June 30, 2006

A Mom And Her Boy

An odd tale about double standards and a traffic stop in Parramore, Florida:

Juan Lynum, county-commission candidate with close ties to the mayor was stopped in the wee hours of the morning for driving with a broken headlight. Before the officer had reached his window, the candidate was on the line to his city-commissioner mother Daisy, saying he was being racially profiled. She immediately called the chief of police. No ticket was written.
Not satisfied, both mother and son claimed racial profiling as the reason for his having been pulled over and demanded an apology from the chief of police. When that was not forthcoming, the mother alleged a pattern of abuse and urged her constituents to write letters of complaint if they too had been victimized. She also called for the chief of police's resignation. He refused. In her talks with the media, the mother openly and repeatedly called the officer and other officers on the force a racial slur.
The hardest-hitting opinion piece in the paper called for the son to get his headlight fixed and concentrate on his political campaign. The chief of police was conciliatory, and said the mother didn't owe him the apology his supporters were calling for, but neither did he feel he owed her one. The officer in question was not asked whether he felt he himself was owed an apology.

One TV channel's investigation into the Lynums' charges showed their allegations had no merit and includes a segment wherein one of the commisioner's supporters, an Alvin Giles, gives voice to the latest definition of "racial profiling," which formerly meant being singled out for looking different from those around you. Stopped on the way to church for illegally cutting through a parking lot, Giles said, "I think they pulled me over because I was in a black neighborhood and I was black." Juan Lynum was also a black who stopped in a black neighborhood. Also included: letters from her constituents calling her ignorant.

Now for the exam:

1. True or false: "Black people can't even be racist."
2. Given this latest meaning of "racial profiling," what is the future of law enforcement in black neighborhoods?

All in all, an interesting month in Orlando, a place where nobody even notices a story about a candidate getting a ticket fixed by his politician-mama's calling a police chief at 1:00 a.m.


(Via FR.)

Posted by floridacracker at June 30, 2006 10:12 AM

   



Comments

Momma and son sound like bigots waiting to find something to use the race card on to achieve victimhood status, thus evading responsability for their actions.
I thoroughly despise (insert intemperate word here) like that and tend to avoid them or at a minimum when encountered, keep them at a distance for their own safety.

Posted by: Gmac at June 30, 2006 12:56 PM

In the context it was used, "white boy" was a racial slur.
I had a situation where a white student (male)provoked a black student (female).

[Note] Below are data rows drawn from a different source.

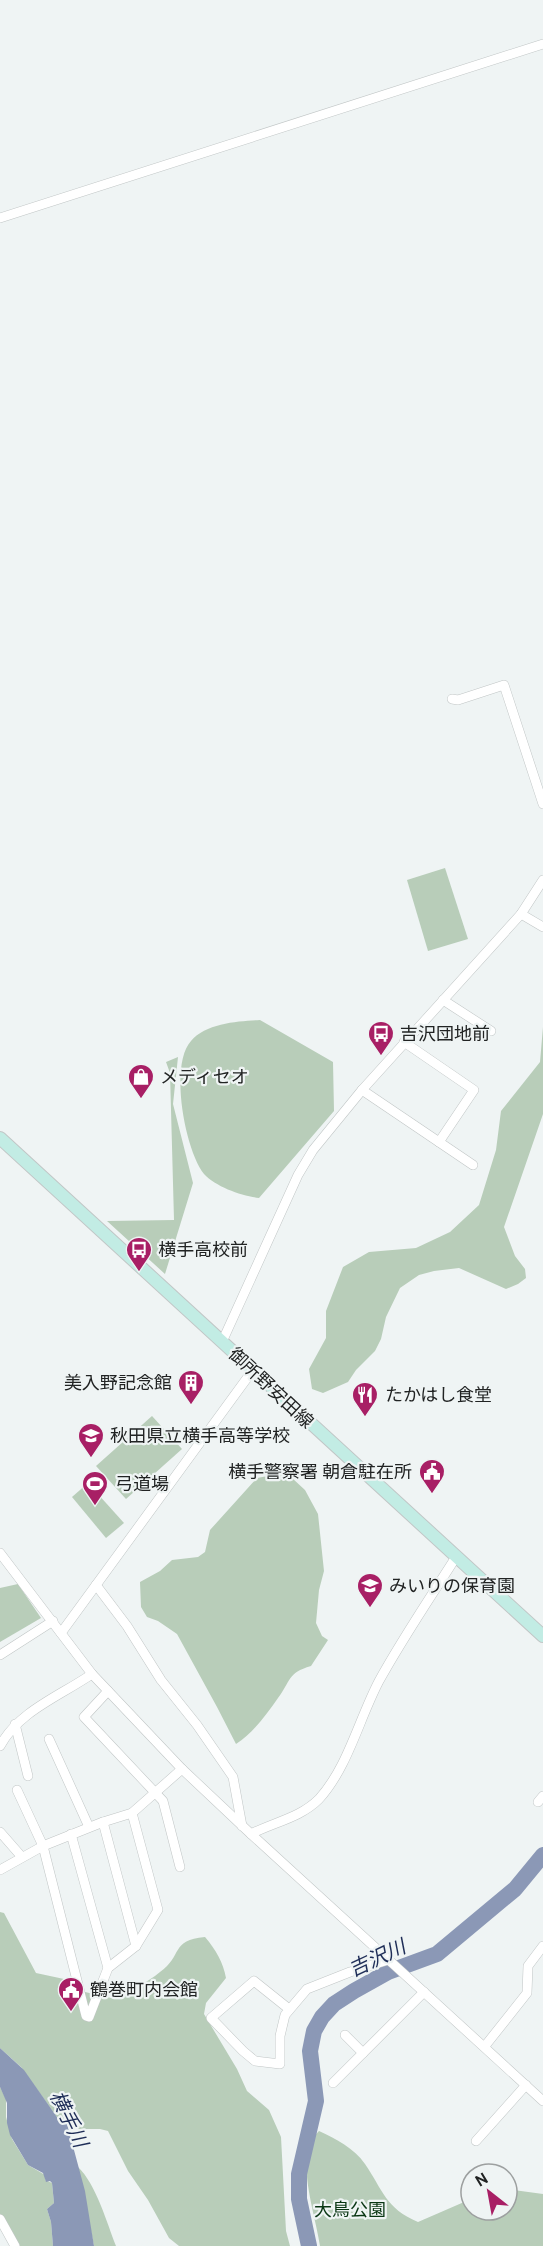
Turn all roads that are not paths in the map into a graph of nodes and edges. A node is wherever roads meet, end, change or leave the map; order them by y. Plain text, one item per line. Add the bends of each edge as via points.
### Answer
1 (543, 44) edge
2 (0, 218) edge
3 (452, 699) dead end
4 (543, 804) edge
5 (543, 880) edge
6 (521, 914) junction
7 (543, 927) edge
8 (443, 1000) junction
9 (491, 1031) dead end
10 (404, 1042) junction
11 (362, 1090) junction
12 (0, 1138) edge
13 (439, 1142) junction
14 (473, 1166) dead end
15 (222, 1342) junction
16 (253, 1370) junction
17 (0, 1553) edge
18 (456, 1557) junction
19 (96, 1585) junction
20 (53, 1621) junction
21 (62, 1633) junction
22 (543, 1636) edge
23 (0, 1655) edge
24 (92, 1674) junction
25 (108, 1691) junction
26 (15, 1724) junction
27 (49, 1739) dead end
28 (0, 1746) edge
29 (182, 1769) junction
30 (28, 1776) dead end
31 (17, 1790) dead end
32 (155, 1793) junction
33 (132, 1813) junction
34 (103, 1822) junction
35 (242, 1826) junction
36 (89, 1827) junction
37 (0, 1832) edge
38 (71, 1834) junction
39 (251, 1834) junction
40 (43, 1846) junction
41 (21, 1856) junction
42 (180, 1867) dead end
43 (0, 1870) edge
44 (136, 1946) junction
45 (543, 1946) edge
46 (388, 1960) junction
47 (108, 1968) junction
48 (424, 1992) junction
49 (289, 2009) junction
50 (345, 2035) dead end
51 (484, 2046) junction
52 (363, 2053) junction
53 (333, 2083) dead end
54 (526, 2085) junction
55 (543, 2101) edge
56 (476, 2141) dead end
57 (0, 2219) edge
58 (15, 2246) edge

1 - 2 street
3 - 4 street via 504,685
5 - 6 street
6 - 7 street
6 - 8 street
8 - 9 street
8 - 10 street
10 - 11 street
10 - 13 street via 474,1090
11 - 13 street
11 - 15 street via 313,1150 298,1175
12 - 15 main road, 御所野安田線
13 - 14 street
15 - 16 main road, 御所野安田線
16 - 18 main road, 御所野安田線
16 - 19 street
17 - 20 street
18 - 22 main road, 御所野安田線
18 - 39 street via 379,1681 338,1772 319,1798 288,1820
19 - 21 street
19 - 35 street via 233,1777
20 - 21 street
20 - 23 street
21 - 24 street
24 - 25 street
24 - 26 street
25 - 29 street
25 - 32 street via 84,1717
26 - 28 street
26 - 30 street
27 - 36 street
29 - 32 street
29 - 35 street
31 - 40 street
32 - 33 street
32 - 42 street via 163,1801
33 - 34 street
33 - 44 street via 158,1910
34 - 36 street
34 - 44 street
35 - 39 street
36 - 38 street
37 - 41 street
38 - 40 street
38 - 47 street
39 - 46 street
40 - 41 street
40 - 47 street via 86,2016 89,2017
41 - 43 street
44 - 47 street
45 - 51 street via 528,1966 527,1994
46 - 48 street
46 - 49 street via 307,1989
48 - 51 street
48 - 52 street
49 - 49 street via 280,2036 280,2064 255,2061 211,2018 254,1981
50 - 52 street
51 - 54 street
52 - 53 street
54 - 55 street
54 - 56 street
57 - 58 street

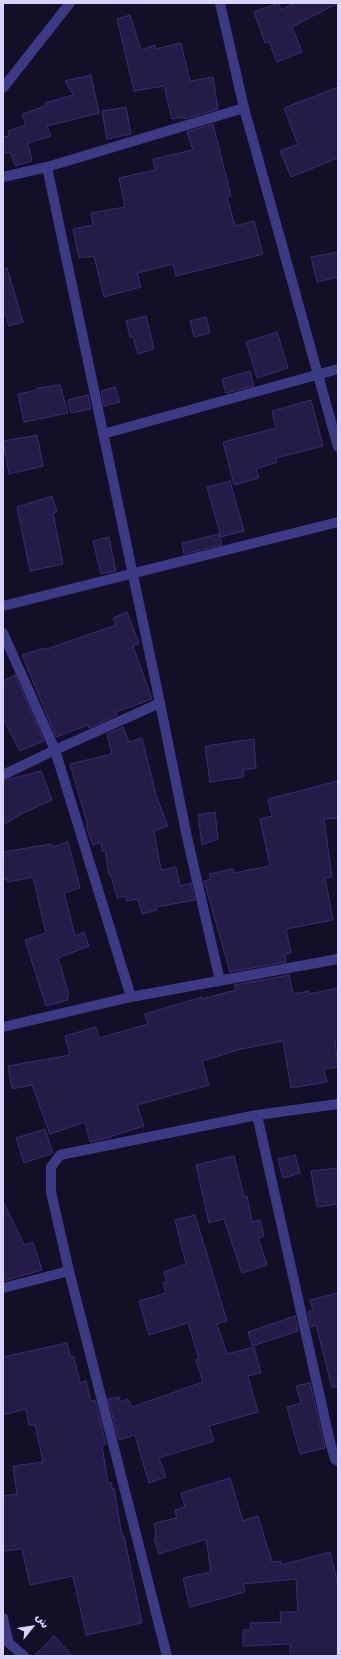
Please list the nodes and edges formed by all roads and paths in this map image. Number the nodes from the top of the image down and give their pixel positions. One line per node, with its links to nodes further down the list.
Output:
1 (70, 3): 3 (street)
2 (220, 3): 4 (street)
3 (3, 88)
4 (244, 108): 5 (street); 8 (street)
5 (47, 167): 6 (street); 9 (street)
6 (3, 177)
7 (338, 368): 8 (street)
8 (318, 374): 9 (street); 10 (street)
9 (103, 434): 12 (street)
10 (338, 447)
11 (338, 522): 12 (street)
12 (133, 573): 13 (street); 15 (street)
13 (3, 606)
14 (3, 633): 16 (street)
15 (160, 703): 16 (street); 19 (street)
16 (55, 750): 17 (street); 20 (street)
17 (3, 775)
18 (338, 959): 19 (street)
19 (220, 980): 20 (street)
20 (131, 997): 21 (street)
21 (3, 1027)
22 (338, 1104): 23 (street)
23 (257, 1115): 24 (street); 26 (street)
24 (69, 1271): 25 (street); 30 (street)
25 (3, 1288)
26 (338, 1461)
27 (3, 1618): 28 (street)
28 (5, 1639): 29 (street)
29 (24, 1656)
30 (167, 1656)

The boy was indignant about the girl's lack of intimidation, so he called her a racial slur, then she called him a white cracker.(5th graders)
The boy was white, attractive, smart, affluent, and had parents that were in the principal's office to bail him out of every reoccuring problem.
Get the picture?
The girl on the other hand, was unattractive (very large and one lazy eye), poor, black, parentless( mom died a crack-head and her dad was in prison),but she was honest and a reliable and dependent student.
His provocation and then the slur because he was a little wussy, sickened me. I was indignant and in pain for her. He wouldn't loose any sleep over the white boy crack, but his remark would stick to her forever.
To make a long story short, I wrote him up. The parents raise hell over the white cracker remark.
My principal agreed, and they both had a day out of school. Unbelievable, but calling someone a white cracker is considered a put down when used that way.
I say, my girl should have called him certain other things and gotten more bang for her trouble.
This lady needed the white boy remark to imply prejudice for the stop, but all she did was show her true colors.

Posted by: nancy at June 30, 2006 01:06 PM

I kept looking to see if anyone was going to say something about a political candidate getting a ticket fixed, but it was a total non-issue. She used political influence to bend the law to her will and it still wasn't enough. As for Juan, what a scummy little mama's boy. And a moron if he can't tell when he's driving at night that he's got a headlight out.

Posted by: Donnah at June 30, 2006 01:07 PM

You couldn't pay me enough to be a cop or a teacher (ref: nancy's post) simply because you run up against this kind of crap all too often. Anytime you call a man a boy in the context of a disagreement, it is a sign of disrespect. Anytime you call your mommy to fix your problems for you, you bring your own manhood into question.